Suppose that the two equations are in multiplicative form as below:

$$ D={\alpha}_1{P}^{\alpha 2} $$
$$ S={\beta}_1{P}^{\beta 2} $$

The elasticity estimates are the respective exponents. The two intercept terms, which capture all the prices affecting the dependent variable other than the price, can be set to reproduce the baseline equilibrium values:

$$ {\alpha}_1=D/{P}^{\alpha 2} $$
$$ {\beta}_1=S/{P}^{\beta 2} $$

Given the baseline values of variables and the elasticities, the values of α1 and β1 will be 10,000/50(−1) = 500,000 and 5000/50(+1) = 100.

4.4 Step 4: Reproduce the Baseline Equilibrium

Use the parameters of the two equations and the exogenous variables to obtain the values that prevailed under the baseline equilibrium:

$$ D=\mathrm{500,000}\ast {50}^{\left(-1\right)}=\mathrm{10,000} $$
$$ S=100\ast {50}^{\left(+1\right)}=5000 $$

In the baseline equilibrium, an import volume of 4500 was reported, suggesting a residual of 500.

4.5 Step 5: Conduct the Policy Experiment by Changing the Level of a Policy Variable

The policy variable in this example is import tariff, and the policy level that prevailed in the baseline equilibrium was 25 per cent. Consider an increase in the level of policy variable up to 50 per cent.

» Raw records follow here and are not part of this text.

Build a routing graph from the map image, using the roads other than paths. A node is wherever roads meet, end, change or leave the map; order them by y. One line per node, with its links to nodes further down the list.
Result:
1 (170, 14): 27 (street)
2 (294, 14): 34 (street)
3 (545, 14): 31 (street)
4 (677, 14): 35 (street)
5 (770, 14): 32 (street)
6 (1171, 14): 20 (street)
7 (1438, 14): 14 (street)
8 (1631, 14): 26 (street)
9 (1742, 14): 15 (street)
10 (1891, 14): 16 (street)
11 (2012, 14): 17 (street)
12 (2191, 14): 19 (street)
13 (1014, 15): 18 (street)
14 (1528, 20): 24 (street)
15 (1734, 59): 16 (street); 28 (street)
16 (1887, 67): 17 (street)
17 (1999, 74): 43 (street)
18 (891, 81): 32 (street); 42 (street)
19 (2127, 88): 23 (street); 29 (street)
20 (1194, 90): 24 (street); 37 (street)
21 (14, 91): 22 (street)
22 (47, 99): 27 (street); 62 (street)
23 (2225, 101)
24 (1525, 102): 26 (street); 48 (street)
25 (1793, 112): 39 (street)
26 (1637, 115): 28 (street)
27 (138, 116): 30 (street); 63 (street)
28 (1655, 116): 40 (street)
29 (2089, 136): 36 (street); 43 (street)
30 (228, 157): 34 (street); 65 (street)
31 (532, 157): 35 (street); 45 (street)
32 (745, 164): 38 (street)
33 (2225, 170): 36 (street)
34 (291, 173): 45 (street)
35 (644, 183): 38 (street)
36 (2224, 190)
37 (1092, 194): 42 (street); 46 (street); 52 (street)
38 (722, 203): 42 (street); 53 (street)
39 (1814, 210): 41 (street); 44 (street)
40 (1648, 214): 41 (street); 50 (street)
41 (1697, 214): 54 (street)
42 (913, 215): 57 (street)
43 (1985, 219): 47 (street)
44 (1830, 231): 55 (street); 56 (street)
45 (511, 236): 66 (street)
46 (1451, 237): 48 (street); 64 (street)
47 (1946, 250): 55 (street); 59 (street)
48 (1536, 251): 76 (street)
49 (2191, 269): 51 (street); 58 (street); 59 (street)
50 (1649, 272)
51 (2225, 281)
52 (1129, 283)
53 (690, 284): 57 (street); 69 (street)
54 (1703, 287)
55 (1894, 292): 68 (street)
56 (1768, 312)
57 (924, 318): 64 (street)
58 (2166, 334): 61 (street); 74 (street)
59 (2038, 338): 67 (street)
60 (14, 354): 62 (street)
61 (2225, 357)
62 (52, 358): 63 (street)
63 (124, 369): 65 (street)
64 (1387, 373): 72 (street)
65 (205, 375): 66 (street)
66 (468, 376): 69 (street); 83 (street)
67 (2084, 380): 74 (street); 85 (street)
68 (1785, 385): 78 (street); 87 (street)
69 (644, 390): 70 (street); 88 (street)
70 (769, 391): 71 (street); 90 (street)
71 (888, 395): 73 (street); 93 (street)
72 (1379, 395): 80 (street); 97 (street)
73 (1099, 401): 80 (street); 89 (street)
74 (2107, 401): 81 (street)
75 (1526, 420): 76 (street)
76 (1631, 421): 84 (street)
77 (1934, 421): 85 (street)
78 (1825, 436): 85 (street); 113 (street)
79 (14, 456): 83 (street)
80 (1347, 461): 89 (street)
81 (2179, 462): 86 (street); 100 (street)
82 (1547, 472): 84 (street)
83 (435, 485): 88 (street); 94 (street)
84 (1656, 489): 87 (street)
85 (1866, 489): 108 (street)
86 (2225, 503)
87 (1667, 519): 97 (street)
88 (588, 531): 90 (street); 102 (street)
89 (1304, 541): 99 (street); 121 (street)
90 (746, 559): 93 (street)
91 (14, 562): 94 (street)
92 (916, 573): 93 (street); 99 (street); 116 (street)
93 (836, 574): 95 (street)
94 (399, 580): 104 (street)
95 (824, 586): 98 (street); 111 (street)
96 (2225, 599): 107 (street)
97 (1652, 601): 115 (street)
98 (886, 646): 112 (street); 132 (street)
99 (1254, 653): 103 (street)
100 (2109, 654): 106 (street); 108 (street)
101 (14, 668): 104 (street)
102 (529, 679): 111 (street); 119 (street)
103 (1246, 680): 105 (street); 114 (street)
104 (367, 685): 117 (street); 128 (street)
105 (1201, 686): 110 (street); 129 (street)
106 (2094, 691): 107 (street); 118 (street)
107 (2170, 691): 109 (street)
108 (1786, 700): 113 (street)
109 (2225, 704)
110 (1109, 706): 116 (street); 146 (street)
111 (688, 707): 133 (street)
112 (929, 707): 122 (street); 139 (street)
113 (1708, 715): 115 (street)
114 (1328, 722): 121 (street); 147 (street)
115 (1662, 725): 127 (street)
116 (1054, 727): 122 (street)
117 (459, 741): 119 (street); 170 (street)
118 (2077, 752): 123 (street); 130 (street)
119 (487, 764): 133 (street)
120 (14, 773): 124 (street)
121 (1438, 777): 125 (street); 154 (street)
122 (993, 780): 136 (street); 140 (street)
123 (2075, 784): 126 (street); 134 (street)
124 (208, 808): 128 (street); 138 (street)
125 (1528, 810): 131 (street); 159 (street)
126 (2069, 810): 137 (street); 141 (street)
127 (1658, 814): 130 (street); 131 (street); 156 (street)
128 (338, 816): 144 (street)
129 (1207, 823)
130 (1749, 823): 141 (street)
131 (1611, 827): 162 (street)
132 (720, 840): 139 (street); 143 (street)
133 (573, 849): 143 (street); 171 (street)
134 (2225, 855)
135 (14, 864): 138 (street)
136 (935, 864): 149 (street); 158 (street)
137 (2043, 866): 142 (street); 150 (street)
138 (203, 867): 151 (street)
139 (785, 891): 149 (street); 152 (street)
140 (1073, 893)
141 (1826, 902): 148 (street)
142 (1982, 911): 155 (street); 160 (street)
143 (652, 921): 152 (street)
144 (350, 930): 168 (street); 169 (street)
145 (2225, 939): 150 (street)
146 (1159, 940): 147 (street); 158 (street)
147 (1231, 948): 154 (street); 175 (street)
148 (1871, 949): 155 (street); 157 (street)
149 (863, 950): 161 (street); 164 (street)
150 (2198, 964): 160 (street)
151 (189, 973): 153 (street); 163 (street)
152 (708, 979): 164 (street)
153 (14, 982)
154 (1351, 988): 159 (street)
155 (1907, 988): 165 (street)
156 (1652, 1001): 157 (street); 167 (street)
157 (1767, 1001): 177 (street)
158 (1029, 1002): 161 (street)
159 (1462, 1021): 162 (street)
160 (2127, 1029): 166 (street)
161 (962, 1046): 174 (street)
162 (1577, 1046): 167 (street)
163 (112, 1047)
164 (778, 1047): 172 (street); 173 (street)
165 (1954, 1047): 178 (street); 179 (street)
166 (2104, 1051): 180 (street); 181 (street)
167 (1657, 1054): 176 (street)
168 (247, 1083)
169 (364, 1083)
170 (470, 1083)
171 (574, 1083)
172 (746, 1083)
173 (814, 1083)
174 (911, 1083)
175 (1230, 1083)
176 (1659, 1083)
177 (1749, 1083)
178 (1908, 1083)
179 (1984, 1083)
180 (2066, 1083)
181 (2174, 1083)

This policy change will increase the price prevalent in the market from LKR 50 to LKR 60 per kg; lower the demand from 10,000 to 8333.33 tonnes; and increase the supply from 5000 to 6000 tonnes in the following manner:

$$ P\ast ={P}^W\ \left(1+\mathrm{tariff}\right)=40\ast \left(1+0.5\right)=60 $$
$$ D\ast ={\alpha}_1{P}^{\alpha 2}=\mathrm{500,000}\ast {60}^{\left(-1\right)}=8333.33 $$
$$ S\ast ={\beta}_1{P}^{\beta 2}=100\ast {60}^{\left(+1\right)}=6000 $$

The above computation indicates a gap of 2333.33 tonnes between quantity supplied and quantity demanded. Out of this volume, 1833.33 tonnes can be attributed to imports as 500 tonnes are to be left as the residual.

4.6 Step 6: Interpret Your Results

The above computation illustrates the equilibrium that would have prevailed in the market in 2019 if the import tariffs on seed had been 50 per cent instead of 25 per cent. In this scenario, the wholesale price of seed would have been LKR 60 per kg (an increase by 20 per cent), the demand for seed would have been 8333.33 (a reduction by 16.66 per cent), the supply of seed would have been 6000 (an increase by 20 per cent), and the import of seed would have been 2333.33 (a reduction of 53.34 per cent). The numbers generated do not provide predictions for the future – rather, they show the equilibrium that would have been in 2019 if there had been an import tariff of 50 per cent.

5 Assignment

Design a policy research study to address the following policy questions:

  1. 1.

    A guaranteed price scheme for paddy is implemented in Sri Lanka, together with a procurement programme performed through the PMB. Write a short essay describing how the activities of PMB helped in improving farmer well-being and stability of farm prices of Sri Lanka?

  2. 2.

    The government of Sri Lanka has decided to reduce the maximum retail price (MRP) of milk powder to LKR 325 per 400 g milk powder packet by lowering the price by LKR 61 per 400 g packet. How will this impact producer and consumer well-being?